March 13th, 2011 9:21 AM

People magazine film critic Alynda Wheat had a major political problem with the new Disney computer-animated movie Mars Needs Moms. It's viciously anti-feminist. But that's a much different review than the one in the other Time Inc. rag, Entertainment Weekly. Wheat unloaded with this one-star (out of four) review:

Berkeley Breathed's 2007 kids' book Mars Needs Moms had a sweet but sharp point: Love your mother-or aliens will. But between page and screen some nasty gender politics entered this story....What's offensive is that the twisted dictator behind the deadly brain-sucking plot is the Supervisor, a vicious caricature of a feminist who thinks men are stupid and raising kids is a waste of a woman's time. Between the violence and the vitriol, what Mars really needs is a spanking.
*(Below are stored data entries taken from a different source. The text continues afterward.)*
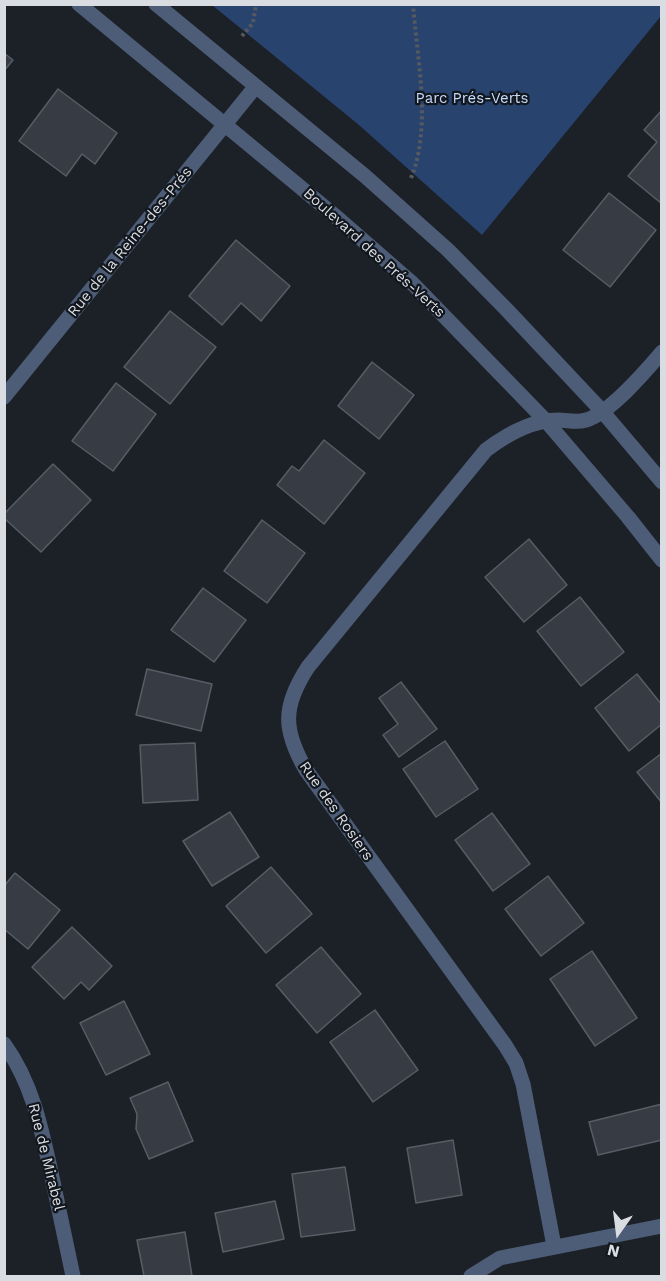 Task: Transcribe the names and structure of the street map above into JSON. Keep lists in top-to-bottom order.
{
  "streets": {
    "street": [
      "Rue de la Reine-des-Prés",
      "Boulevard des Prés-Verts",
      "Rue des Rosiers",
      "Rue de Mirabel"
    ]
  },
  "crossings": [
    ["Rue de la Reine-des-Prés", "Boulevard des Prés-Verts"],
    ["Boulevard des Prés-Verts", "Rue des Rosiers"]
  ],
  "parks": ["Parc Prés-Verts"],
  "north": "bottom"
} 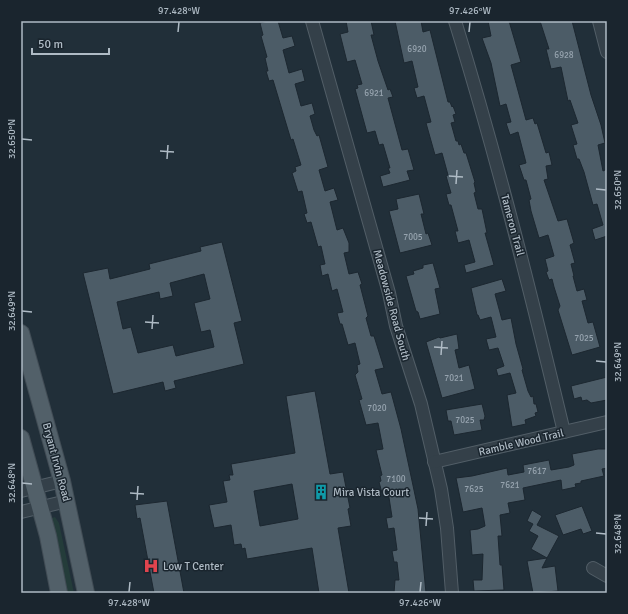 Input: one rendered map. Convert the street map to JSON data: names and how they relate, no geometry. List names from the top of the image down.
{
  "streets": {
    "main road": ["Bryant Irvin Road"],
    "street": ["Tameron Trail", "Meadowside Road South", "Ramble Wood Trail"]
  },
  "crossings": [
    ["Tameron Trail", "Ramble Wood Trail"],
    ["Meadowside Road South", "Ramble Wood Trail"]
  ],
  "places": {
    "building": ["Mira Vista Court"],
    "hospital": ["Low T Center"]
  },
  "house_numbers": [
    "6920",
    "6928",
    "6921",
    "7005",
    "7025",
    "7021",
    "7020",
    "7025",
    "7617",
    "7100",
    "7621",
    "7625"
  ],
  "scale_bar": "50 m",
  "coordinates": [
    "97.428°W",
    "97.426°W",
    "32.650°N",
    "32.649°N",
    "32.648°N"
  ]
} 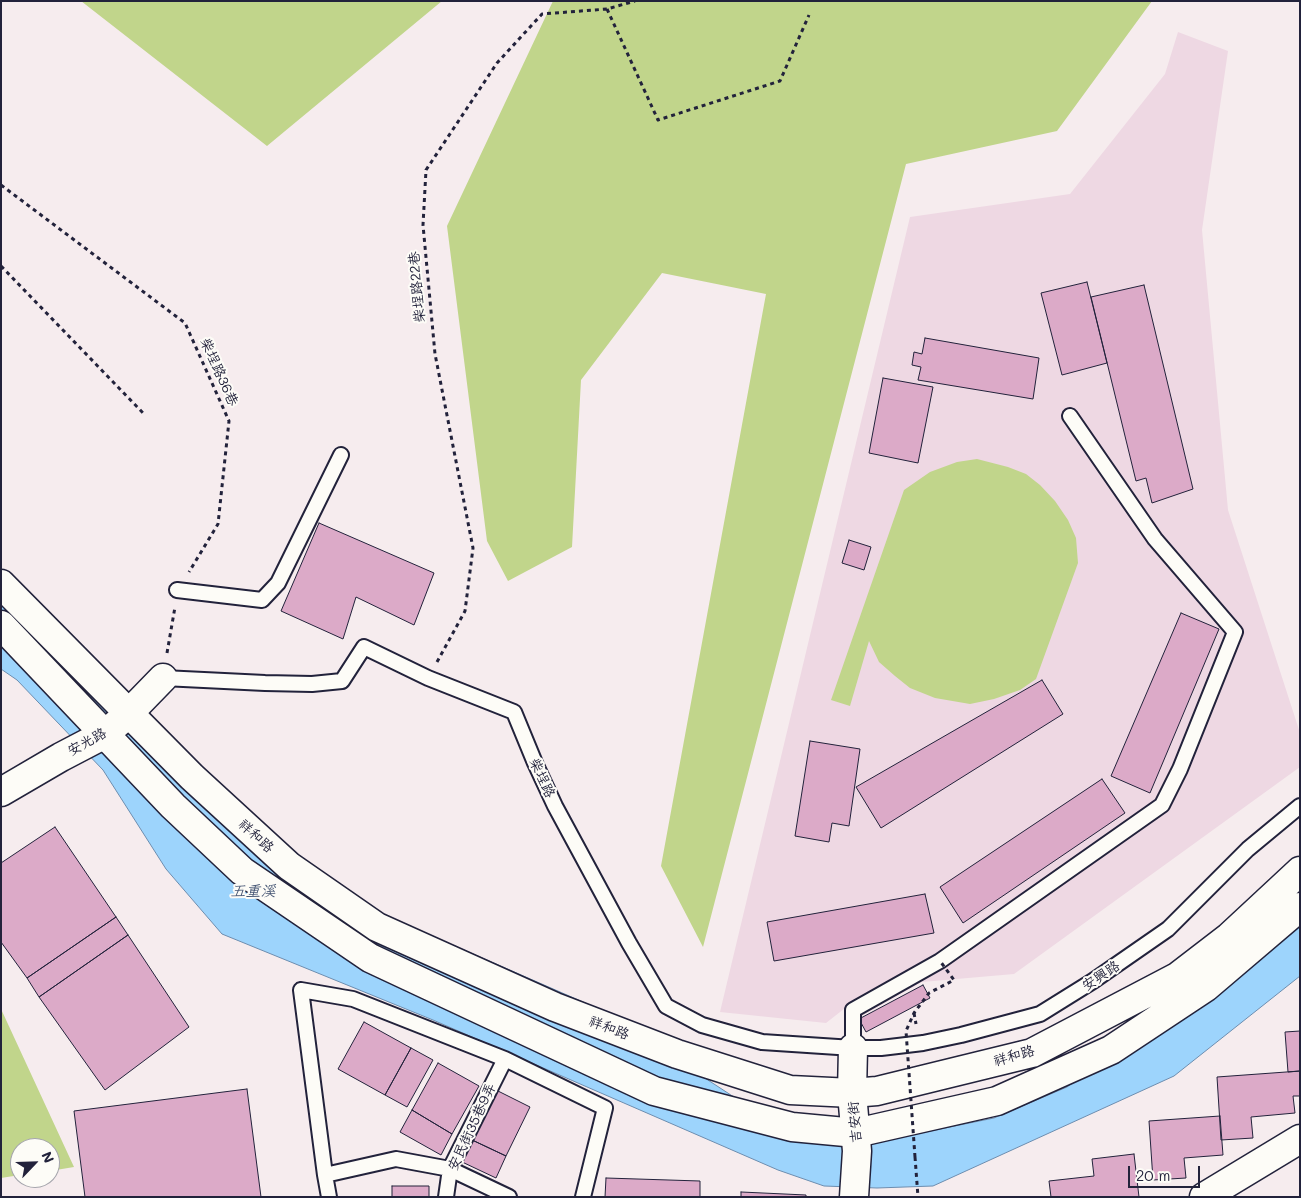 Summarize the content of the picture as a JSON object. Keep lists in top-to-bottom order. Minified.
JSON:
{"streets":{"main road":["安光路","祥和路","吉安街"],"lane":["柴埕路","安興路","安民街35巷9弄"],"path":["柴埕路22巷","柴埕路36巷"]},"crossings":[["柴埕路22巷","柴埕路"],["柴埕路36巷","安光路"],["柴埕路36巷","柴埕路"],["安光路","柴埕路"],["安光路","祥和路"],["柴埕路","安興路"],["柴埕路","吉安街"],["祥和路","吉安街"],["安興路","吉安街"]],"water":["五重溪"],"scale_bar":"20 m","north":"top right"} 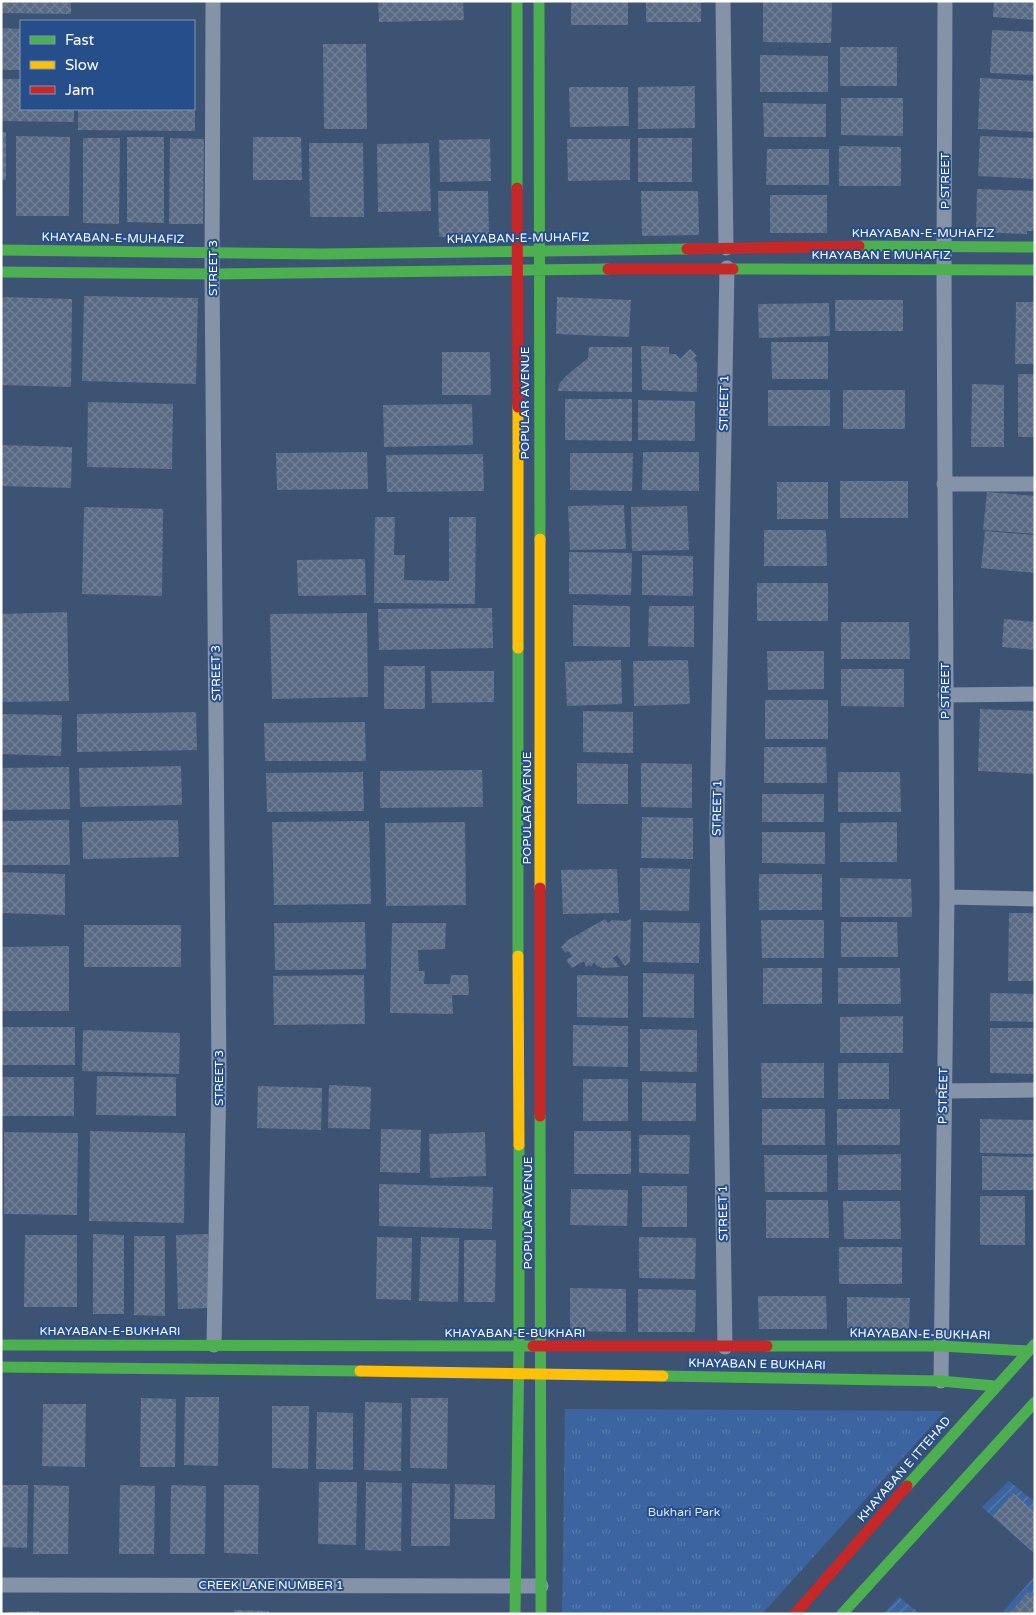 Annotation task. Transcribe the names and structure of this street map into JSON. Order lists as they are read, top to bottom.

Lisa Schwarzbaum of Entertainment Weekly offered a much different take, and gave the film an A-minus:

Enhanced by nimble ad-libbing from the comedy-trained cast, the screenplay is delightful, by turns funny and emotional, as befits a Disney family fable in which, through wacky adversity, Mom and kid reaffirm their love for each other while Dad is nowhere in sight. (He's not dead, just away on business.)
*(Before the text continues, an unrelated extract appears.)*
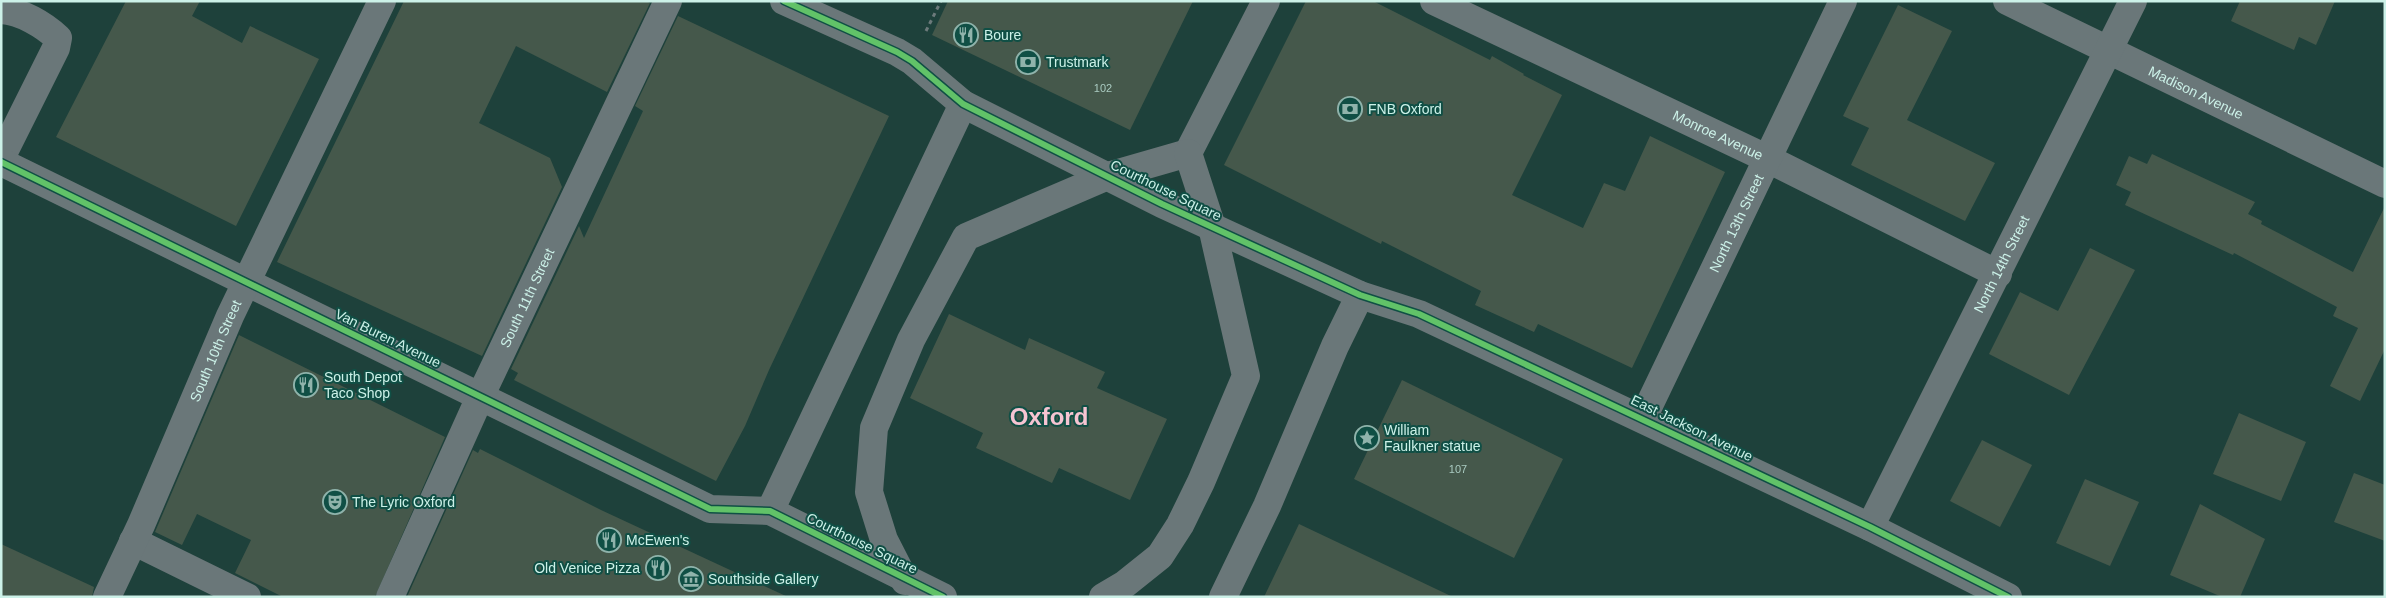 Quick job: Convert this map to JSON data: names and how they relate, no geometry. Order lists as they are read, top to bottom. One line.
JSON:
{"streets":{"street":["Madison Avenue","Monroe Avenue","Courthouse Square","North 13th Street","North 14th Street","South 11th Street","Van Buren Avenue","South 10th Street","East Jackson Avenue"]},"crossings":[["Madison Avenue","North 14th Street"],["Monroe Avenue","North 13th Street"],["Monroe Avenue","North 14th Street"],["Courthouse Square","Van Buren Avenue"],["Courthouse Square","East Jackson Avenue"],["North 13th Street","East Jackson Avenue"],["North 14th Street","East Jackson Avenue"],["South 11th Street","Van Buren Avenue"],["Van Buren Avenue","South 10th Street"]],"districts":["Oxford"],"places":{"restaurant":["Boure","South Depot Taco Shop","McEwen's","Old Venice Pizza"],"bank":["Trustmark","FNB Oxford"],"place":["William Faulkner statue"],"theatre":["The Lyric Oxford"],"museum":["Southside Gallery"]},"house_numbers":["102","107"]}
 ….Certainly it's the right way to go when visiting the Mars of this cool story, a wittily conceived planet of curvy female soldiers and sidelined males, ruled by a splendidly screechy old crone called the Supervisor. (She's voiced by Austin Powers' excellent Frau Farbissina herself, Mindy Sterling.)

Schwarzbaum is no slouch when it comes to feminism in movies. NB's Colleen Raezler noted in 2007 she found Juno didn't have enough feminism in it:

The old-school feminist in me wishes "Juno" spent more time, even a tart sentence or two, acknowledging that the options taken for granted by this one attractive, articulate teen are in fact hard-won, precious rights, and need to be guarded by a new-generation army of Junos and Bleekers, spreading the word by text message as well as by hamburger phone.

She also found the idea of Brokeback Mountain winning Oscars "fantastic" and"extraordinary."